━━ Supplied data ━━

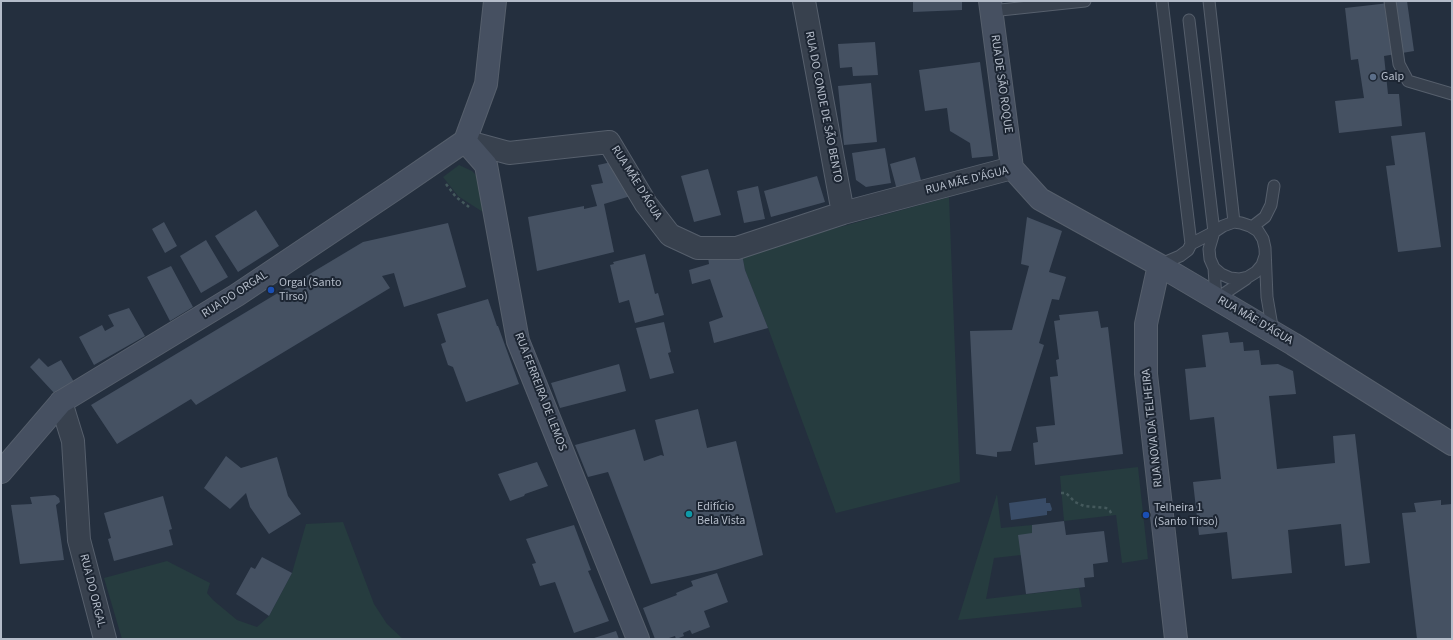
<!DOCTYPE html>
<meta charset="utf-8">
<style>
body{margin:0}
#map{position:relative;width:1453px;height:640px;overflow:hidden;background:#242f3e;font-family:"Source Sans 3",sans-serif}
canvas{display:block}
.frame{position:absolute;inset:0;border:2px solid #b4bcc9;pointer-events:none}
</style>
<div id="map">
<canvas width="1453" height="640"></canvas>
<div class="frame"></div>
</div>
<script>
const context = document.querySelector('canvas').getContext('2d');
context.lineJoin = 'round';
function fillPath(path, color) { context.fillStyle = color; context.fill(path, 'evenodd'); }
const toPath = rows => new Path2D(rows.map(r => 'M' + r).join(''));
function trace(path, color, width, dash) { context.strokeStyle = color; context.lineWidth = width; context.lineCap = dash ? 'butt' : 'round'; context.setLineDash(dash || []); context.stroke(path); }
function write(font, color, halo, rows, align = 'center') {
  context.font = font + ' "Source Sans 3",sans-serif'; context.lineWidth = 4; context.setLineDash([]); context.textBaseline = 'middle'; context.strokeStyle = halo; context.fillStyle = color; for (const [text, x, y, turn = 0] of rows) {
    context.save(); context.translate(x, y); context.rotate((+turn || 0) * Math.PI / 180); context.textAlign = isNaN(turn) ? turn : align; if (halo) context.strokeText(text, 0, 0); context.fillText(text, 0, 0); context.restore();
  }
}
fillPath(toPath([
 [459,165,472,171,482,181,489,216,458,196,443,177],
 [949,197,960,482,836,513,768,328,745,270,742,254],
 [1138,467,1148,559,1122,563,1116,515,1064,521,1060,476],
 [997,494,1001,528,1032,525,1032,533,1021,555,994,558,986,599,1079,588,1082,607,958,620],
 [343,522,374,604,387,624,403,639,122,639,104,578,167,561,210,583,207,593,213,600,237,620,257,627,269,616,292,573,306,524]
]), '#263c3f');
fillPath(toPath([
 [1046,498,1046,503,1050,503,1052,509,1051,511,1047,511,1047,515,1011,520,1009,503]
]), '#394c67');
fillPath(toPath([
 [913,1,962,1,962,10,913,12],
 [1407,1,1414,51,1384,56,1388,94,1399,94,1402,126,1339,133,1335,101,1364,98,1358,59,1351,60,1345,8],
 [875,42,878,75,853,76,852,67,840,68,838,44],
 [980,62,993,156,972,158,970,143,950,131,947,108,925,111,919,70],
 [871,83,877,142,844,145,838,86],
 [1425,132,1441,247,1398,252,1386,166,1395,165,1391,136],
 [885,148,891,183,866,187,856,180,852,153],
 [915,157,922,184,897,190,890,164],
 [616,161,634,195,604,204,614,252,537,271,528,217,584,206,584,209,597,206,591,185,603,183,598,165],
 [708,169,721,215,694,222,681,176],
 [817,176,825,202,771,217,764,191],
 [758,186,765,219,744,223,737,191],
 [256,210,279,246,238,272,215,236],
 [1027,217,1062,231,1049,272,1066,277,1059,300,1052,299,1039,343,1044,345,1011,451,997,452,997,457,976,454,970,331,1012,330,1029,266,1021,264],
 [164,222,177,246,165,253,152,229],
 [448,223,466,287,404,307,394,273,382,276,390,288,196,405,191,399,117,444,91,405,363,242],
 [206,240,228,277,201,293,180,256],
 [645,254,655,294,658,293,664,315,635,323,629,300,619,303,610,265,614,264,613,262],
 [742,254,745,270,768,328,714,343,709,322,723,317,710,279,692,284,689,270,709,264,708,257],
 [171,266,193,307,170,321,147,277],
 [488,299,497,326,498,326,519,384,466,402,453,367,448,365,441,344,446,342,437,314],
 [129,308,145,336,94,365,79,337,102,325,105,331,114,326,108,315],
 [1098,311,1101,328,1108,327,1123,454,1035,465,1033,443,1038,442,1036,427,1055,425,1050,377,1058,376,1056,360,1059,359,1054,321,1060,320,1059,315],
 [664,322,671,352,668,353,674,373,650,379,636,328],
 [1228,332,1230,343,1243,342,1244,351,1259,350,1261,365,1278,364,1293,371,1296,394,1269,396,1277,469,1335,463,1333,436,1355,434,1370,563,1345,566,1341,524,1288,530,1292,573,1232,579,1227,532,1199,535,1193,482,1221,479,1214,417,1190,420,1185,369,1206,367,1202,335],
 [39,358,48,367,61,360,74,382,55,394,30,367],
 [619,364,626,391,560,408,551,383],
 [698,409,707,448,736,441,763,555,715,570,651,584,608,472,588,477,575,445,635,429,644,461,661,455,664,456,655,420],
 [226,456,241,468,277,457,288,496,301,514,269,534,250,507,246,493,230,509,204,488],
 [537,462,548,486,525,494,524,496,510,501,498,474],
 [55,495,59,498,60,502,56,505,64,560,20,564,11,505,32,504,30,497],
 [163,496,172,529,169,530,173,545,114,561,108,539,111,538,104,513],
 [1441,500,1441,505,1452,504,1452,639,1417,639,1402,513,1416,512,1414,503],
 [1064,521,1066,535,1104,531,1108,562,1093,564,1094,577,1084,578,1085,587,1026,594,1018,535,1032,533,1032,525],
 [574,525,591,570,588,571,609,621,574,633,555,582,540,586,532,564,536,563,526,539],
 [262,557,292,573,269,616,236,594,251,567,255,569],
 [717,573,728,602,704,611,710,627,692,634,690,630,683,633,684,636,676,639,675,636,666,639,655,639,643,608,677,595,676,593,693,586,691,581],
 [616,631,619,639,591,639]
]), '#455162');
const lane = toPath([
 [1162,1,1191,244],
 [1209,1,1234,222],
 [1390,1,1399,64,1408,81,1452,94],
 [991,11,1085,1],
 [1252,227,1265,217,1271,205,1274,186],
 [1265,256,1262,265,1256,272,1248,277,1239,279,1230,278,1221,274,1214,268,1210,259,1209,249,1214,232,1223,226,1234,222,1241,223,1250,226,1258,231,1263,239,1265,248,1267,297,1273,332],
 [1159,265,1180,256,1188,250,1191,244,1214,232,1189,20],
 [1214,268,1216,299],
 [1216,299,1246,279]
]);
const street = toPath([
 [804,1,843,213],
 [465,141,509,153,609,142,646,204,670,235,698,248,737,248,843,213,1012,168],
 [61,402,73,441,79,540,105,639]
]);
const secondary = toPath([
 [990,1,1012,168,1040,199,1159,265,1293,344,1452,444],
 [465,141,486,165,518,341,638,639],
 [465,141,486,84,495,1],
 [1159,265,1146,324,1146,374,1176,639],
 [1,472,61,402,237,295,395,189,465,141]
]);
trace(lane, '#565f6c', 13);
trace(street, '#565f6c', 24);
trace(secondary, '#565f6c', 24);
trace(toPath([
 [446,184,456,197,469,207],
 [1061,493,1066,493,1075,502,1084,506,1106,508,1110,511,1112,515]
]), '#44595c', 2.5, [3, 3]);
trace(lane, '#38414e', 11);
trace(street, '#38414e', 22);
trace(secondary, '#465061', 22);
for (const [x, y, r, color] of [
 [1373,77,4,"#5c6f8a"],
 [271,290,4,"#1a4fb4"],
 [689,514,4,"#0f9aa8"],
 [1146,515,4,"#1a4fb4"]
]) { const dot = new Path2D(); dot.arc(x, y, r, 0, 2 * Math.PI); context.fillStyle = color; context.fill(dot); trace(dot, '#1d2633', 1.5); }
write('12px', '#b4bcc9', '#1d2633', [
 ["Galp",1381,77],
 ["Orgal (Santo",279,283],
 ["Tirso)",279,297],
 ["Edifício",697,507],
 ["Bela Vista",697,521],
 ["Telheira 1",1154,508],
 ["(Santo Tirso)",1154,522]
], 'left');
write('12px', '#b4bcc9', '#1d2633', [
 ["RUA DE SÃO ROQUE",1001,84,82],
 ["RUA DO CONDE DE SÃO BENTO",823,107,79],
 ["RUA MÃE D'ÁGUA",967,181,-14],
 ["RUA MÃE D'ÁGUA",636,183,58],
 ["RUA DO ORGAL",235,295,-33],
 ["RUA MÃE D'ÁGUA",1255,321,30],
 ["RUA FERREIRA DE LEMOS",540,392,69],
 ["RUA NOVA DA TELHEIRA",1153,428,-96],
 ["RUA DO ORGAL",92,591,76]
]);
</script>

━━━
━━ Supplied data ━━

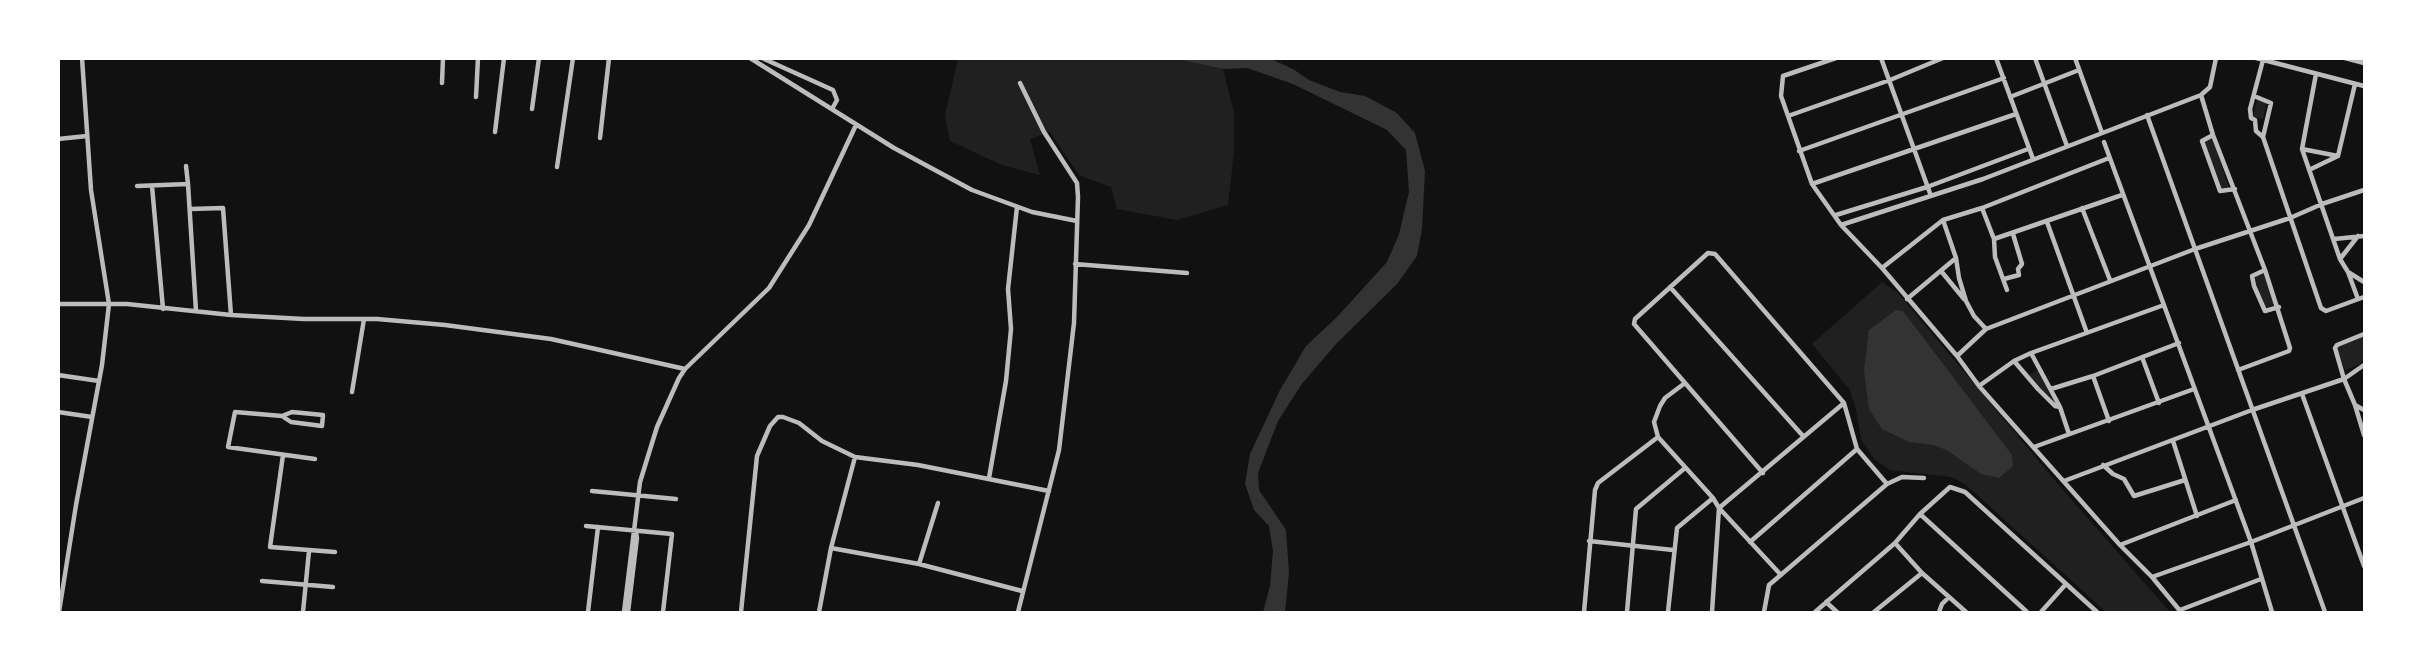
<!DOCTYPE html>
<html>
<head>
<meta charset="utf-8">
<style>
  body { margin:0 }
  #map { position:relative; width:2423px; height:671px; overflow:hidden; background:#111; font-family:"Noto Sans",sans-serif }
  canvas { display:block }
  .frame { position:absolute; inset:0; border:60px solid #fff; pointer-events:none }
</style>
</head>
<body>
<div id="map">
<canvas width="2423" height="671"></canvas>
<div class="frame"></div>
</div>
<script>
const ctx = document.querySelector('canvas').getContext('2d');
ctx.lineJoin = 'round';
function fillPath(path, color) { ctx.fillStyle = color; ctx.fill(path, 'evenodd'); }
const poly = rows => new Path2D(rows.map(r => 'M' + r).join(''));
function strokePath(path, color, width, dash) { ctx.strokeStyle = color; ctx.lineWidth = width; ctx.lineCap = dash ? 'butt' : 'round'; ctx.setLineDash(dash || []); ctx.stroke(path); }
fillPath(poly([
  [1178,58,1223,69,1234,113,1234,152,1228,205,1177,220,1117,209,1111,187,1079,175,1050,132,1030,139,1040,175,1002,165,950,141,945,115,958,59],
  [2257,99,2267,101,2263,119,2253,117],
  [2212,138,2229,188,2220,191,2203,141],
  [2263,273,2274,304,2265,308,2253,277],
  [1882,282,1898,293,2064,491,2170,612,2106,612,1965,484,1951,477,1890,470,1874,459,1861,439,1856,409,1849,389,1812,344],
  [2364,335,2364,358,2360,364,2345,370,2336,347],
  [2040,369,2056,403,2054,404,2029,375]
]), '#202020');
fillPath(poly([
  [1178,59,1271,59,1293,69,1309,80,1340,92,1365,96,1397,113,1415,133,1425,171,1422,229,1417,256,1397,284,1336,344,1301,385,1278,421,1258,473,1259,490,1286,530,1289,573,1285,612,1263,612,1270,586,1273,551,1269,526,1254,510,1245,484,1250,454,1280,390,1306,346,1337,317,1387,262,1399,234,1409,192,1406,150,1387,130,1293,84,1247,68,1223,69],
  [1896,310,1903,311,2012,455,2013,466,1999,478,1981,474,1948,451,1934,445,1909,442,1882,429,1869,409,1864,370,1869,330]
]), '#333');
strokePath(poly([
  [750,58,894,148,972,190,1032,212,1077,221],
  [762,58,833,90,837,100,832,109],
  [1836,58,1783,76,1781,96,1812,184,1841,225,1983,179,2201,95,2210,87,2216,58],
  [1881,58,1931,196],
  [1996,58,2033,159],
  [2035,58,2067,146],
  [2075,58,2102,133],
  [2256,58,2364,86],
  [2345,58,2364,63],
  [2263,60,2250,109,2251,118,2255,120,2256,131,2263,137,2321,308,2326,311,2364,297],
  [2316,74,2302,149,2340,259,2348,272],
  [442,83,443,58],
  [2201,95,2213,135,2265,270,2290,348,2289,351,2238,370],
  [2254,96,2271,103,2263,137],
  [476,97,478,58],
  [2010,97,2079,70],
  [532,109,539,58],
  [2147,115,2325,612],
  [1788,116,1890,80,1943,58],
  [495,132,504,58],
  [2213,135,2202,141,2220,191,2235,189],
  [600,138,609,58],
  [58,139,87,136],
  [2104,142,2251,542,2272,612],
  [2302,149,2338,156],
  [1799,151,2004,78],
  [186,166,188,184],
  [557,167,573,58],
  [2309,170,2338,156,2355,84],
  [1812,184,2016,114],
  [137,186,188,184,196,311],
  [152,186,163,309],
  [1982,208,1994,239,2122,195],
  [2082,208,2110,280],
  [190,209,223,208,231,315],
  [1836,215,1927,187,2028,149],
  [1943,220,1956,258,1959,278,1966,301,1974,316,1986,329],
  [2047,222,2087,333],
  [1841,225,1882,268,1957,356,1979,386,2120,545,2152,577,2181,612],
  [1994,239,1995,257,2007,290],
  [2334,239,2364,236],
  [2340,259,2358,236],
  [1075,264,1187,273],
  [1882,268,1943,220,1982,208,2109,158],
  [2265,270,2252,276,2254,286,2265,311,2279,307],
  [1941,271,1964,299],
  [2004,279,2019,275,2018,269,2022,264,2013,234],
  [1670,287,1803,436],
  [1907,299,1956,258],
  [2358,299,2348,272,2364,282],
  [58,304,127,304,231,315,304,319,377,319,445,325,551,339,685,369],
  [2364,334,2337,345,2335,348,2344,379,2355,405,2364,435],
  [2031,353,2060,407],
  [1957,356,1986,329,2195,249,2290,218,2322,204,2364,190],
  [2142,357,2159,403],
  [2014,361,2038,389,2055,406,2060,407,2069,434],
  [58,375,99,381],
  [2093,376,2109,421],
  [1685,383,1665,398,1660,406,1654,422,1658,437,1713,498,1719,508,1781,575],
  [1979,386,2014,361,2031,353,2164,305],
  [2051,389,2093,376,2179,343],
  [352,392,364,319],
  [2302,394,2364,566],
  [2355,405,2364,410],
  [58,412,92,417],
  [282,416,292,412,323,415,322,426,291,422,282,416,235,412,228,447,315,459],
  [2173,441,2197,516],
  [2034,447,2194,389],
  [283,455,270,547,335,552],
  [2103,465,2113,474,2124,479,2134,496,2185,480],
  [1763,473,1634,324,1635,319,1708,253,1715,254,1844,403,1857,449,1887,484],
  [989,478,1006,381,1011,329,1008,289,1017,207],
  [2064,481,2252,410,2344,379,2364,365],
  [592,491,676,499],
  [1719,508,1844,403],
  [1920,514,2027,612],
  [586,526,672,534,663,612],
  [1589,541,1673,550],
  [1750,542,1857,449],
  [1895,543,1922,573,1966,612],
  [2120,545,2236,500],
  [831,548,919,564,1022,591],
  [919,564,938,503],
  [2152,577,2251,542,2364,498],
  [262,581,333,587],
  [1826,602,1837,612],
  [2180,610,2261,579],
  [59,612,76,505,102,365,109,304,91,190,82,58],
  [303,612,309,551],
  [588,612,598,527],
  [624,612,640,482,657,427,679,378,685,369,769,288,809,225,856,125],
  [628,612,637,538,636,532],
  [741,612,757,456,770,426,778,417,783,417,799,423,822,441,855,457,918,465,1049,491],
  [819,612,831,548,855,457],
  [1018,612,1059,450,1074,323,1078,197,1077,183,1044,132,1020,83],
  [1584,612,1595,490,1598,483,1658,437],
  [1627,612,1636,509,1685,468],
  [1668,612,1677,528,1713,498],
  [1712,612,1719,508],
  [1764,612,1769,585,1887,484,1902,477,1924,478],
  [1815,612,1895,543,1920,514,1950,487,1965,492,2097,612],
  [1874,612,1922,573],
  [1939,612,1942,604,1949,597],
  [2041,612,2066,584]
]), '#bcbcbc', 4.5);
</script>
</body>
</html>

━━━

— Activity —
Return only the lines of the records in which the string "document" appears.

— Exercise result —
const context = document.querySelector('canvas').getContext('2d');
const ctx = document.querySelector('canvas').getContext('2d');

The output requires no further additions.